Ciglitazone increases basal cytokine expression in the central nervous system of adult rats

Ciglitazone, rosiglitazone, and pioglitazone belong to a relatively new class of antidiabetic agents referred to as thiazolidinediones (TZDs). Later, TZDs were found to be peroxisome proliferator-activated receptor (PPAR)-γ agonists and to elicit anti-inflammatory effects in both in vitro and in vivo models in response to stimuli such as lipopolysaccharide (LPS) and phorbol 12-myristate 13-acetate (PMA). In the present study, we sought to investigate the effects of oral administration of ciglitazone on basal inflammatory cytokine expression in healthy adult rats. The analysis of cytokine expression in the spleen revealed a reduction in IL-4 production after ciglitazone treatment.

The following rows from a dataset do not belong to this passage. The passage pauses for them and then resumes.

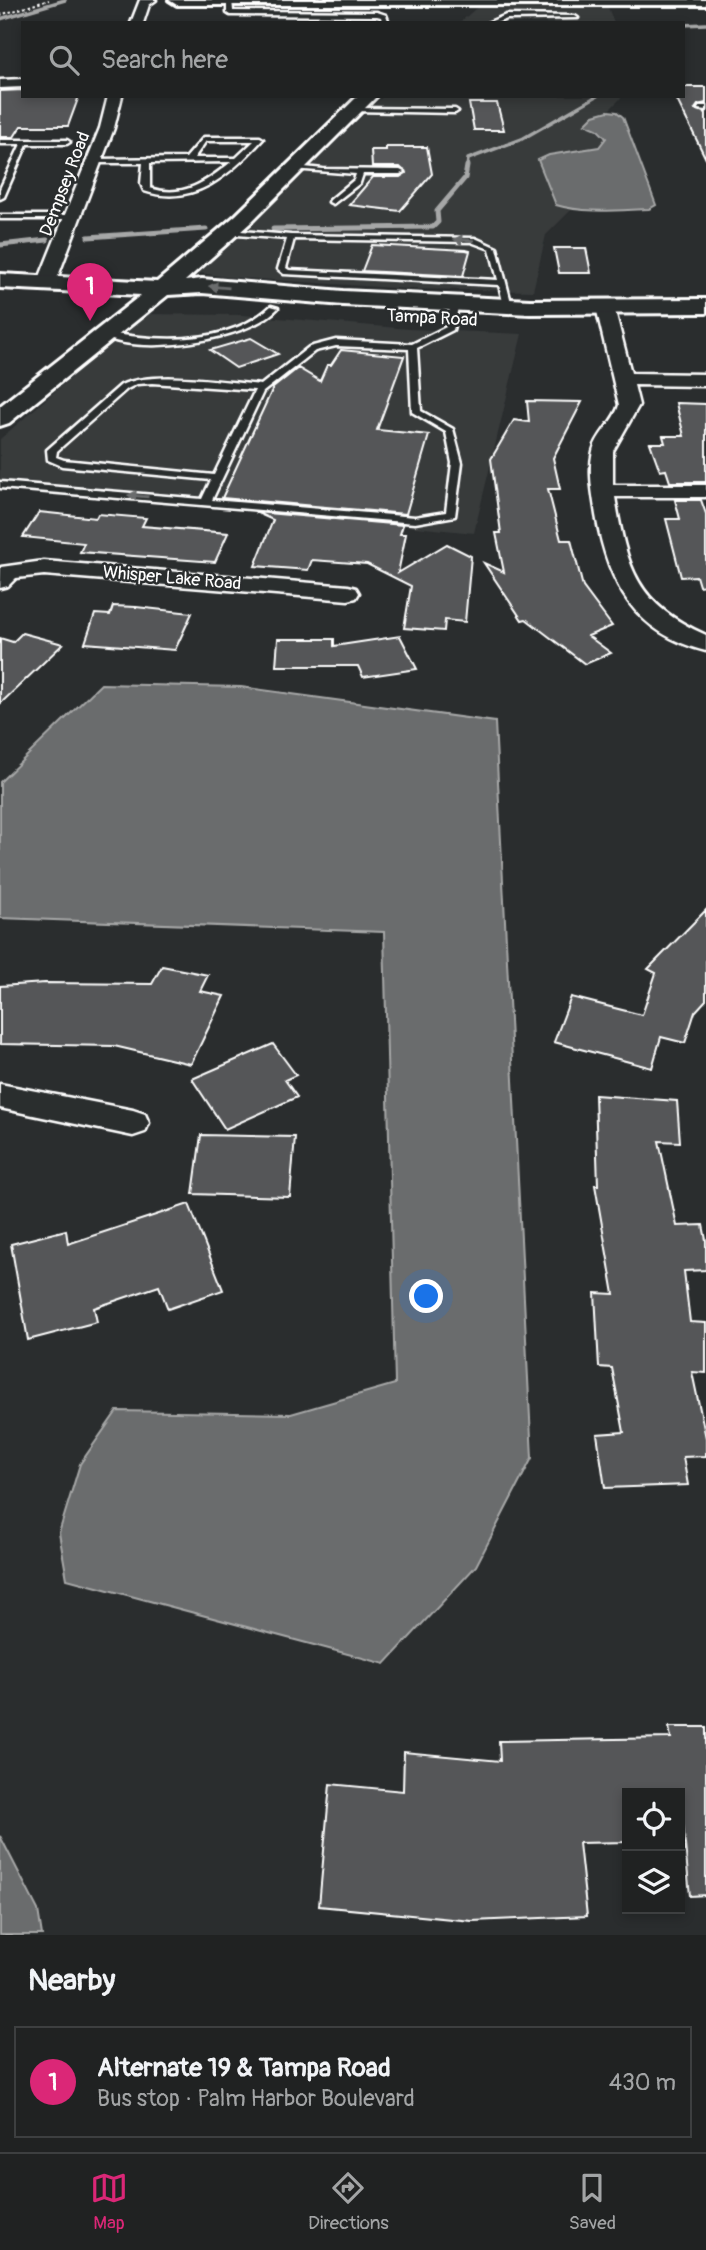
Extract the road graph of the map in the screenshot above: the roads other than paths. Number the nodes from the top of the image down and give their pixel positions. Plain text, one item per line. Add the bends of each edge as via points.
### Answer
1 (150, 0) edge
2 (177, 0) edge
3 (274, 0) edge
4 (353, 0) edge
5 (573, 0) edge
6 (706, 0) edge
7 (230, 1) edge
8 (471, 7) edge
9 (577, 20) edge
10 (138, 21) edge
11 (385, 21) edge
12 (495, 21) edge
13 (21, 83) edge
14 (0, 84) edge
15 (114, 98) edge
16 (366, 98) edge
17 (353, 110) junction
18 (455, 111) dead end
19 (0, 142) edge
20 (25, 142) junction
21 (67, 142) dead end
22 (238, 160) junction
23 (147, 161) junction
24 (188, 161) junction
25 (95, 162) junction
26 (295, 167) junction
27 (360, 172) junction
28 (400, 172) dead end
29 (0, 197) edge
30 (333, 202) dead end
31 (0, 217) edge
32 (75, 217) junction
33 (236, 226) junction
34 (291, 237) junction
35 (0, 281) edge
36 (46, 284) junction
37 (162, 289) junction
38 (505, 295) junction
39 (706, 306) edge
40 (274, 308) junction
41 (454, 312) junction
42 (607, 315) junction
43 (706, 322) edge
44 (104, 335) junction
45 (413, 347) junction
46 (623, 379) junction
47 (706, 380) edge
48 (263, 388) junction
49 (0, 418) edge
50 (218, 478) junction
51 (0, 485) edge
52 (603, 491) junction
53 (706, 491) edge
54 (206, 502) junction
55 (0, 581) edge
56 (348, 593) dead end
57 (706, 644) edge
58 (0, 1096) edge
59 (133, 1123) dead end

1 - 10 street via 144,3
2 - 7 main road
3 - 4 main road
3 - 7 main road
4 - 8 main road
5 - 6 main road
5 - 8 main road
5 - 9 lane
7 - 11 lane via 230,13 377,14
9 - 12 lane via 506,17
13 - 14 street
15 - 25 street, Dempsey Road
16 - 17 main road
17 - 18 lane
17 - 26 main road
19 - 20 lane
20 - 21 lane
20 - 29 lane
22 - 23 lane via 199,190 172,195 147,189
22 - 24 lane
22 - 24 lane via 260,139 209,137
23 - 24 lane
23 - 25 lane
25 - 32 street, Dempsey Road
26 - 27 lane
26 - 33 main road
27 - 28 lane
27 - 30 lane
31 - 32 lane
32 - 36 street, Dempsey Road
33 - 34 lane
33 - 37 main road
38 -> 34 lane via 493,248 472,240
34 - 38 lane via 282,269 287,272
35 - 36 main road, Tampa Road
36 - 37 main road, Tampa Road
37 - 40 main road, Tampa Road via 186,302
41 -> 37 main road, Tampa Road via 202,286
37 - 44 main road
38 - 41 main road, Tampa Road
38 - 42 main road, Tampa Road
39 - 42 main road, Tampa Road
40 - 41 main road, Tampa Road
40 - 44 lane via 261,319 212,336 160,342
41 - 42 main road, Tampa Road
41 - 45 lane via 450,328
42 - 43 main road, Tampa Road
42 - 46 street
44 - 49 main road
45 - 48 lane via 336,344 312,349
45 - 54 lane via 417,412 450,431 457,463 451,514 415,520
46 - 47 street
46 - 52 street via 629,405 626,418 612,432 603,452
48 - 50 lane
48 - 50 lane via 135,382 52,450 51,458 62,463
50 - 54 lane
54 -> 51 lane
52 - 53 street
52 - 57 street via 629,589 648,611
55 - 56 street, Whisper Lake Road via 9,572 44,568
58 - 59 street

In contrast, in the brain, ciglitazone administration increased IL-1β synthesis at the protein and mRNA level, while TNF-α protein expression was also increased. To ensure that the latter findings were not an indirect effect originating from the periphery, we delivered ciglitazone intracerebrally for a 7-day period using an osmotic pump, which confirmed the increase in IL-1β and TNF-α expression. Our results show that despite anti-inflammatory effects described for ciglitazone in “primed” models, ciglitazone can positively modulate basal inflammatory mediators within the central nervous system (CNS) of healthy adult rodents.